From: Henrik Nordstrom <hno@dont-contact.us>
Date: Wed, 20 Jun 2001 08:09:38 +0200

UsersMailbox wrote:
>
> Hello!
>
> First, I want to know all ways that I can use on my server
> and system structure.
>
> My system don't have LDAP Radius and Windows domain controller.
> So, I cannot use these ways, can I?

Sure you can. This question belongs to the first decision you must make:

Where do you want the users passwords to be stored?

When you have made this decision, then worry about how to make Squid use
this password source.

> And, my server only can use MD5 crypt method and cannot use DES.
> So, I cannot user NCSA style, can I?

Well, you can use NCSA style passwords with MD5 crypt, but the helper as
distributed with the Squid sources MAY need some minor adjustments.
Depends on how your systems crypt() function operates.
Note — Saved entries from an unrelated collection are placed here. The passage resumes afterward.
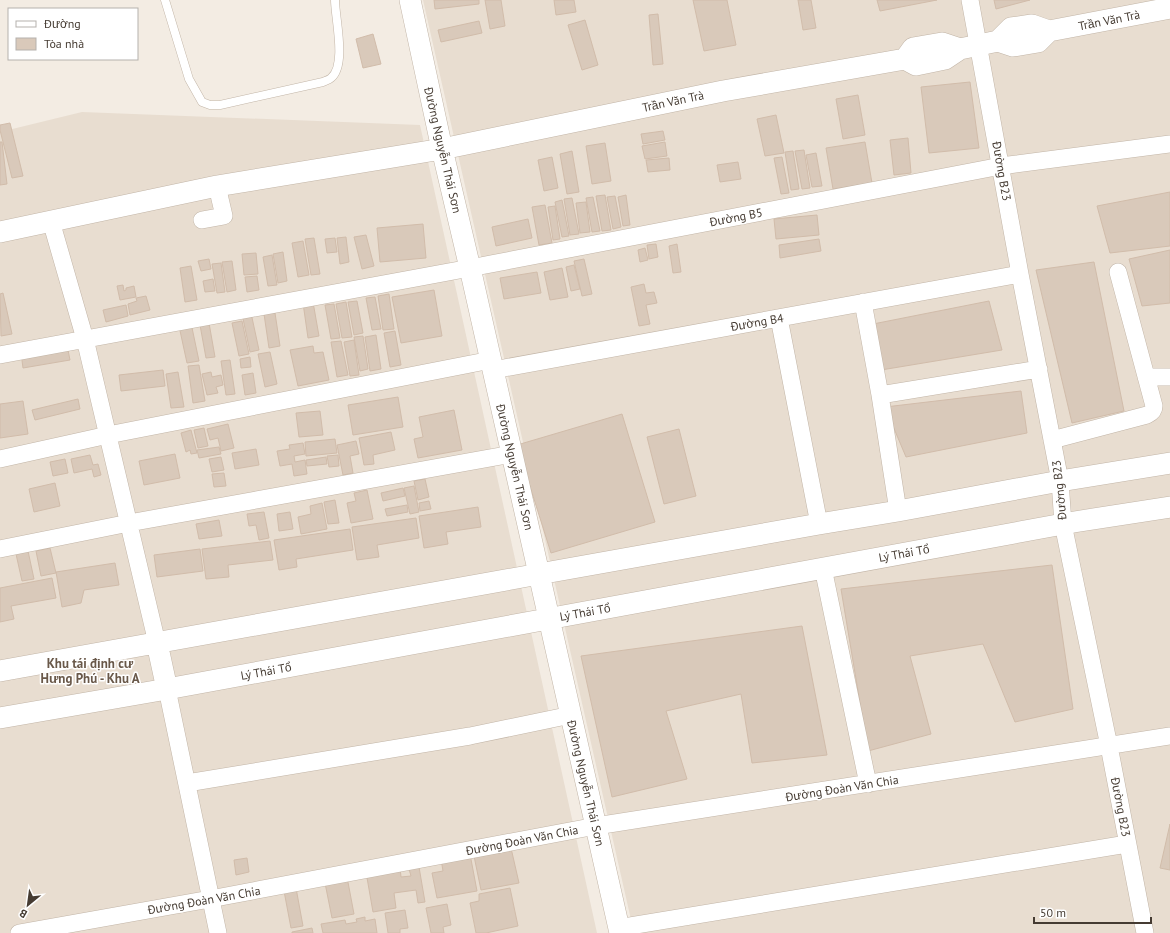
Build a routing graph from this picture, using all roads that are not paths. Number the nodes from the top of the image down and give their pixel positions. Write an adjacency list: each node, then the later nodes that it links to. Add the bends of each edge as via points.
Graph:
1 (164, 0): 2 (lane, via 189,79 202,102 210,105 220,105 332,78 338,67 340,52)
2 (334, 0)
3 (410, 0): 8 (street, Đường Nguyễn Thái Sơn)
4 (970, 0): 6 (street, Đường B23)
5 (1170, 8): 6 (street, Trần Văn Trà, via 1049,31 1038,42 1013,46 998,41)
6 (969, 47): 8 (street, Trần Văn Trà, via 945,59 916,65 906,59 723,91); 9 (street, Đường B23)
7 (1170, 144): 9 (street, Đường B5)
8 (442, 149): 10 (street, Trần Văn Trà); 14 (street, Đường Nguyễn Thái Sơn)
9 (1001, 166): 14 (street, Đường B5); 16 (street, Đường B23)
10 (217, 186): 11 (street, via 224,216); 12 (street, Trần Văn Trà)
11 (202, 220)
12 (51, 221): 13 (street, Trần Văn Trà); 19 (street)
13 (0, 232)
14 (470, 268): 19 (street, Đường B5); 21 (street, Đường Nguyễn Thái Sơn)
15 (1118, 272): 24 (street)
16 (1020, 274): 17 (street, Đường B4); 22 (street, Đường B23)
17 (863, 302): 18 (street, Đường B4); 25 (street)
18 (779, 318): 21 (street, Đường B4); 35 (street)
19 (85, 339): 20 (street, Đường B5); 26 (street)
20 (0, 355)
21 (492, 365): 26 (street, Đường B4); 28 (street, Đường Nguyễn Thái Sơn)
22 (1039, 369): 25 (street); 27 (street, Đường B23)
23 (1170, 377): 24 (street)
24 (1146, 378): 27 (street, via 1154,406 1152,413)
25 (880, 395): 33 (street)
26 (108, 435): 29 (street, Đường B4); 34 (street)
27 (1052, 440): 31 (street, Đường B23)
28 (512, 454): 34 (street); 39 (street, Đường Nguyễn Thái Sơn)
29 (0, 459)
30 (1170, 463): 31 (street)
31 (1060, 481): 33 (street); 36 (street, Đường B23)
32 (1170, 507): 36 (street, Lý Thái Tổ)
33 (898, 511): 35 (street)
34 (129, 523): 37 (street); 41 (street)
35 (819, 524): 39 (street)
36 (1063, 524): 38 (street, Lý Thái Tổ); 47 (street, Đường B23)
37 (0, 550)
38 (823, 568): 40 (street, Lý Thái Tổ); 49 (street)
39 (539, 574): 40 (street, Đường Nguyễn Thái Sơn); 41 (street)
40 (549, 619): 43 (street, Lý Thái Tổ); 44 (street, Đường Nguyễn Thái Sơn)
41 (157, 643): 42 (street); 43 (street)
42 (0, 671)
43 (167, 689): 45 (street, Lý Thái Tổ); 48 (street)
44 (571, 715): 48 (street, via 470,736); 50 (street, Đường Nguyễn Thái Sơn)
45 (0, 718)
46 (1170, 736): 47 (street, Đường Đoàn Văn Chia)
47 (1109, 746): 49 (street, Đường Đoàn Văn Chia); 51 (street, Đường B23)
48 (186, 783): 52 (street)
49 (868, 784): 50 (street, Đường Đoàn Văn Chia)
50 (596, 826): 52 (street, Đường Đoàn Văn Chia); 53 (street, Đường Nguyễn Thái Sơn)
51 (1128, 844): 53 (street); 56 (street, Đường B23)
52 (210, 899): 54 (street, Đường Đoàn Văn Chia); 55 (street)
53 (619, 931)
54 (19, 933)
55 (218, 933)
56 (1145, 933)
Also, unless there are any legal or political reasons to why you cannot
use standard unix inverse-DES based crypt() you can always install a
free third-party crypt() implementation, even if standard UNIX crypt()
is not available on your server by default.

> Then I'm looking for any ather ways.

Squid is open for mostly any way you find suitable. All it needs is a
helper that can verify that the supplied username+password is correct.
How this is done Squid does not care about.

> Is there any way to use proxy_auth on my server?

Sure, but as said you must first decide upon where to store the users
passwords.

> Does plaintext password is available?

If you want, but no such helper is distributed with Squid. Modifying the
NCSA helper for plaintext is trivial thou. I would not recommend using
plaintext passwords however.

> Does system password file with MD5 encryption is available?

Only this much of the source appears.